- _EXERCISE DIRECTIONS_
Would you repeat the entries below word for word and omit the pictures?

[Opening PROVIDED RECORDS section]

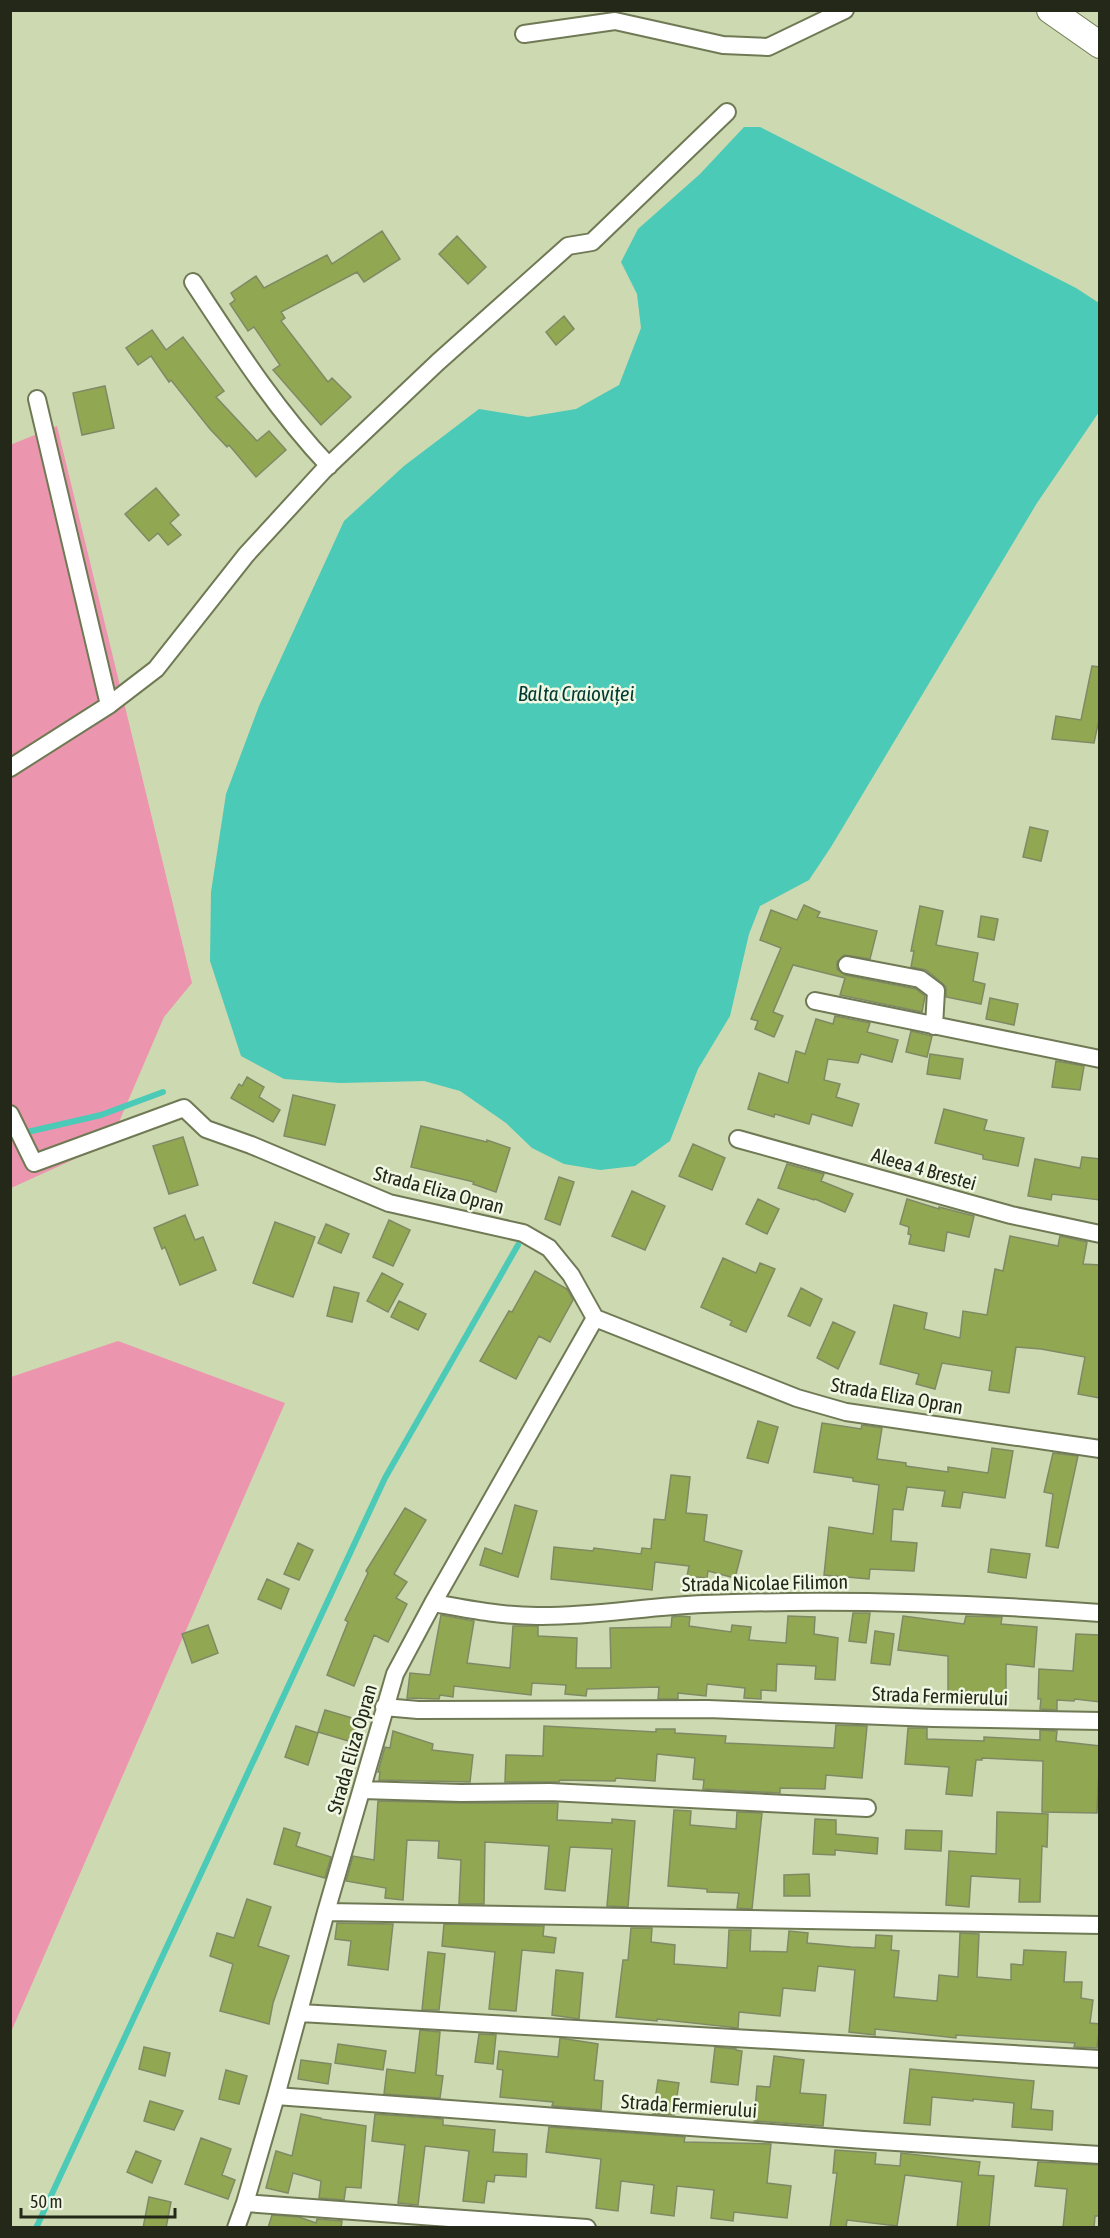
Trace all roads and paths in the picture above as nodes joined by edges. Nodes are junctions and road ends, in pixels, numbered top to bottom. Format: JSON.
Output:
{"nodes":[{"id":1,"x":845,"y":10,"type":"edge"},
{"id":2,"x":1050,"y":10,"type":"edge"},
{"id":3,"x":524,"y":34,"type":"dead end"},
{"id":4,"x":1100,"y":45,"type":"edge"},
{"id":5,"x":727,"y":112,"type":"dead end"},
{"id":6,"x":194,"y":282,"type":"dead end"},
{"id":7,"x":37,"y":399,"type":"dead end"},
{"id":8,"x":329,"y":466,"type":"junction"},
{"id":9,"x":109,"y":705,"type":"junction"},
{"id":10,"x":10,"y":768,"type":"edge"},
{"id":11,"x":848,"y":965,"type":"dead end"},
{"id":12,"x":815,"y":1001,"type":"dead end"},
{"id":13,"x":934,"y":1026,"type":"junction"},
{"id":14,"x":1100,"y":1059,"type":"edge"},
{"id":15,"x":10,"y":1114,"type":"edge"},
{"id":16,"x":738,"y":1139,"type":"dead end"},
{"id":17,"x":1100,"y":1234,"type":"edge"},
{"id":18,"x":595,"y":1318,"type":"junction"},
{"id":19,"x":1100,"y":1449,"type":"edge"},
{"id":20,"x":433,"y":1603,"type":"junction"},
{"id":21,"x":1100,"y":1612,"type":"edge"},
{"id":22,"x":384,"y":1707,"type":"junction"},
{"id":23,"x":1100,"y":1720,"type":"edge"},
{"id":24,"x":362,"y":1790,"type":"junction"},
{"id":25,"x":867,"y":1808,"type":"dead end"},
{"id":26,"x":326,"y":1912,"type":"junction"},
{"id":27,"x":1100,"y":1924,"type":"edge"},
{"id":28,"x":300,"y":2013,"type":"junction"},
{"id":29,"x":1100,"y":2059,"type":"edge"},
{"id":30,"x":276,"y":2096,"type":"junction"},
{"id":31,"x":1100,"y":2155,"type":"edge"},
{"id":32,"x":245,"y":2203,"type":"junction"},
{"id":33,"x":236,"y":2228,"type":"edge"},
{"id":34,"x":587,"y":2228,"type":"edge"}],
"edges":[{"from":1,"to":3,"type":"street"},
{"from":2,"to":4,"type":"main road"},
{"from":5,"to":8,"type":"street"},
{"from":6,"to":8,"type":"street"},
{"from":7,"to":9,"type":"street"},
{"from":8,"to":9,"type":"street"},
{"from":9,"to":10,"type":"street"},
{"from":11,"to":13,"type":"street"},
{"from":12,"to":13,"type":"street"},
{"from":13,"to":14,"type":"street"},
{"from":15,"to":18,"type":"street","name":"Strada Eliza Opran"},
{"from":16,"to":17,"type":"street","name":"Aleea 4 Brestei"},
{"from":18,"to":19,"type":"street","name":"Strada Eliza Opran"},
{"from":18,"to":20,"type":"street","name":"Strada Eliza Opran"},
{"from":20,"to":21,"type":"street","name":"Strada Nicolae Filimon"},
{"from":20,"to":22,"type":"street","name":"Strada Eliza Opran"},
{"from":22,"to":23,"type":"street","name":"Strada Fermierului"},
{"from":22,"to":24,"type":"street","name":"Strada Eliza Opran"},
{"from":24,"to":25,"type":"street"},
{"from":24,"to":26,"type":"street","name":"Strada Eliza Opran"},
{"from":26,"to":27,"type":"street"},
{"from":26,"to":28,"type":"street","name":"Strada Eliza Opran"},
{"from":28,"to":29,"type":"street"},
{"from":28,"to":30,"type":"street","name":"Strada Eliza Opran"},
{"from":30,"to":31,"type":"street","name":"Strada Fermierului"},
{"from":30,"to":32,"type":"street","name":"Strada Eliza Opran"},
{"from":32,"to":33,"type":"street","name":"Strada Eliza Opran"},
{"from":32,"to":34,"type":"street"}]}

[Closing PROVIDED RECORDS section]

- _SOLUTION_
Trace all roads and paths in the picture above as nodes joined by edges. Nodes are junctions and road ends, in pixels, numbered top to bottom. Format: JSON.
Output:
{"nodes":[{"id":1,"x":845,"y":10,"type":"edge"},
{"id":2,"x":1050,"y":10,"type":"edge"},
{"id":3,"x":524,"y":34,"type":"dead end"},
{"id":4,"x":1100,"y":45,"type":"edge"},
{"id":5,"x":727,"y":112,"type":"dead end"},
{"id":6,"x":194,"y":282,"type":"dead end"},
{"id":7,"x":37,"y":399,"type":"dead end"},
{"id":8,"x":329,"y":466,"type":"junction"},
{"id":9,"x":109,"y":705,"type":"junction"},
{"id":10,"x":10,"y":768,"type":"edge"},
{"id":11,"x":848,"y":965,"type":"dead end"},
{"id":12,"x":815,"y":1001,"type":"dead end"},
{"id":13,"x":934,"y":1026,"type":"junction"},
{"id":14,"x":1100,"y":1059,"type":"edge"},
{"id":15,"x":10,"y":1114,"type":"edge"},
{"id":16,"x":738,"y":1139,"type":"dead end"},
{"id":17,"x":1100,"y":1234,"type":"edge"},
{"id":18,"x":595,"y":1318,"type":"junction"},
{"id":19,"x":1100,"y":1449,"type":"edge"},
{"id":20,"x":433,"y":1603,"type":"junction"},
{"id":21,"x":1100,"y":1612,"type":"edge"},
{"id":22,"x":384,"y":1707,"type":"junction"},
{"id":23,"x":1100,"y":1720,"type":"edge"},
{"id":24,"x":362,"y":1790,"type":"junction"},
{"id":25,"x":867,"y":1808,"type":"dead end"},
{"id":26,"x":326,"y":1912,"type":"junction"},
{"id":27,"x":1100,"y":1924,"type":"edge"},
{"id":28,"x":300,"y":2013,"type":"junction"},
{"id":29,"x":1100,"y":2059,"type":"edge"},
{"id":30,"x":276,"y":2096,"type":"junction"},
{"id":31,"x":1100,"y":2155,"type":"edge"},
{"id":32,"x":245,"y":2203,"type":"junction"},
{"id":33,"x":236,"y":2228,"type":"edge"},
{"id":34,"x":587,"y":2228,"type":"edge"}],
"edges":[{"from":1,"to":3,"type":"street"},
{"from":2,"to":4,"type":"main road"},
{"from":5,"to":8,"type":"street"},
{"from":6,"to":8,"type":"street"},
{"from":7,"to":9,"type":"street"},
{"from":8,"to":9,"type":"street"},
{"from":9,"to":10,"type":"street"},
{"from":11,"to":13,"type":"street"},
{"from":12,"to":13,"type":"street"},
{"from":13,"to":14,"type":"street"},
{"from":15,"to":18,"type":"street","name":"Strada Eliza Opran"},
{"from":16,"to":17,"type":"street","name":"Aleea 4 Brestei"},
{"from":18,"to":19,"type":"street","name":"Strada Eliza Opran"},
{"from":18,"to":20,"type":"street","name":"Strada Eliza Opran"},
{"from":20,"to":21,"type":"street","name":"Strada Nicolae Filimon"},
{"from":20,"to":22,"type":"street","name":"Strada Eliza Opran"},
{"from":22,"to":23,"type":"street","name":"Strada Fermierului"},
{"from":22,"to":24,"type":"street","name":"Strada Eliza Opran"},
{"from":24,"to":25,"type":"street"},
{"from":24,"to":26,"type":"street","name":"Strada Eliza Opran"},
{"from":26,"to":27,"type":"street"},
{"from":26,"to":28,"type":"street","name":"Strada Eliza Opran"},
{"from":28,"to":29,"type":"street"},
{"from":28,"to":30,"type":"street","name":"Strada Eliza Opran"},
{"from":30,"to":31,"type":"street","name":"Strada Fermierului"},
{"from":30,"to":32,"type":"street","name":"Strada Eliza Opran"},
{"from":32,"to":33,"type":"street","name":"Strada Eliza Opran"},
{"from":32,"to":34,"type":"street"}]}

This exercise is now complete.